[Start of section]

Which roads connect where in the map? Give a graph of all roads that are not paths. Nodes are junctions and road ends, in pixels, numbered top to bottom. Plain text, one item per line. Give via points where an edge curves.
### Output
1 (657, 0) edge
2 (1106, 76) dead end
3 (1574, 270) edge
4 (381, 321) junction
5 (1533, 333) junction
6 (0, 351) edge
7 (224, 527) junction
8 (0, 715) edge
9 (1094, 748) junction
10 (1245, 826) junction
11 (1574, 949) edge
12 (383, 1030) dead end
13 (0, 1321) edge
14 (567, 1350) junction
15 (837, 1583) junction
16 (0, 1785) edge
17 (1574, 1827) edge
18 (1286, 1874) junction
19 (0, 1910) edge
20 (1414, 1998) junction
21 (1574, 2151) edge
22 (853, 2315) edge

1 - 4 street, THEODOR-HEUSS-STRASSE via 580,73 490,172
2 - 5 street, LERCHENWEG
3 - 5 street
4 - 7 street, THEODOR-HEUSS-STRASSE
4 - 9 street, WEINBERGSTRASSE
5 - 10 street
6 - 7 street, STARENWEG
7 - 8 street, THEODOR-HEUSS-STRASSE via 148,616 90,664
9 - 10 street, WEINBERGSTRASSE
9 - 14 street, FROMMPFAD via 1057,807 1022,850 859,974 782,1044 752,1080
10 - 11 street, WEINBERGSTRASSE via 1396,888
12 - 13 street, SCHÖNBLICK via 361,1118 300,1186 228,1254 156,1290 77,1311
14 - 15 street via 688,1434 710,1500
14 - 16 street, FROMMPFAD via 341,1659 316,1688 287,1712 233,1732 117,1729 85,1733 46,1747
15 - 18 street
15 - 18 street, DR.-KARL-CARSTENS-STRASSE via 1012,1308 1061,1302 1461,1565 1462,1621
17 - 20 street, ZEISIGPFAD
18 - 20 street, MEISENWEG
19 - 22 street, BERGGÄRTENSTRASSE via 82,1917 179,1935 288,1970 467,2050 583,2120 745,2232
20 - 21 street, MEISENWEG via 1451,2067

[End of section]

**Assignment**
Restate the whole of the data exactly.

**Response to this task**
Which roads connect where in the map? Give a graph of all roads that are not paths. Nodes are junctions and road ends, in pixels, numbered top to bottom. Plain text, one item per line. Give via points where an edge curves.
### Output
1 (657, 0) edge
2 (1106, 76) dead end
3 (1574, 270) edge
4 (381, 321) junction
5 (1533, 333) junction
6 (0, 351) edge
7 (224, 527) junction
8 (0, 715) edge
9 (1094, 748) junction
10 (1245, 826) junction
11 (1574, 949) edge
12 (383, 1030) dead end
13 (0, 1321) edge
14 (567, 1350) junction
15 (837, 1583) junction
16 (0, 1785) edge
17 (1574, 1827) edge
18 (1286, 1874) junction
19 (0, 1910) edge
20 (1414, 1998) junction
21 (1574, 2151) edge
22 (853, 2315) edge

1 - 4 street, THEODOR-HEUSS-STRASSE via 580,73 490,172
2 - 5 street, LERCHENWEG
3 - 5 street
4 - 7 street, THEODOR-HEUSS-STRASSE
4 - 9 street, WEINBERGSTRASSE
5 - 10 street
6 - 7 street, STARENWEG
7 - 8 street, THEODOR-HEUSS-STRASSE via 148,616 90,664
9 - 10 street, WEINBERGSTRASSE
9 - 14 street, FROMMPFAD via 1057,807 1022,850 859,974 782,1044 752,1080
10 - 11 street, WEINBERGSTRASSE via 1396,888
12 - 13 street, SCHÖNBLICK via 361,1118 300,1186 228,1254 156,1290 77,1311
14 - 15 street via 688,1434 710,1500
14 - 16 street, FROMMPFAD via 341,1659 316,1688 287,1712 233,1732 117,1729 85,1733 46,1747
15 - 18 street
15 - 18 street, DR.-KARL-CARSTENS-STRASSE via 1012,1308 1061,1302 1461,1565 1462,1621
17 - 20 street, ZEISIGPFAD
18 - 20 street, MEISENWEG
19 - 22 street, BERGGÄRTENSTRASSE via 82,1917 179,1935 288,1970 467,2050 583,2120 745,2232
20 - 21 street, MEISENWEG via 1451,2067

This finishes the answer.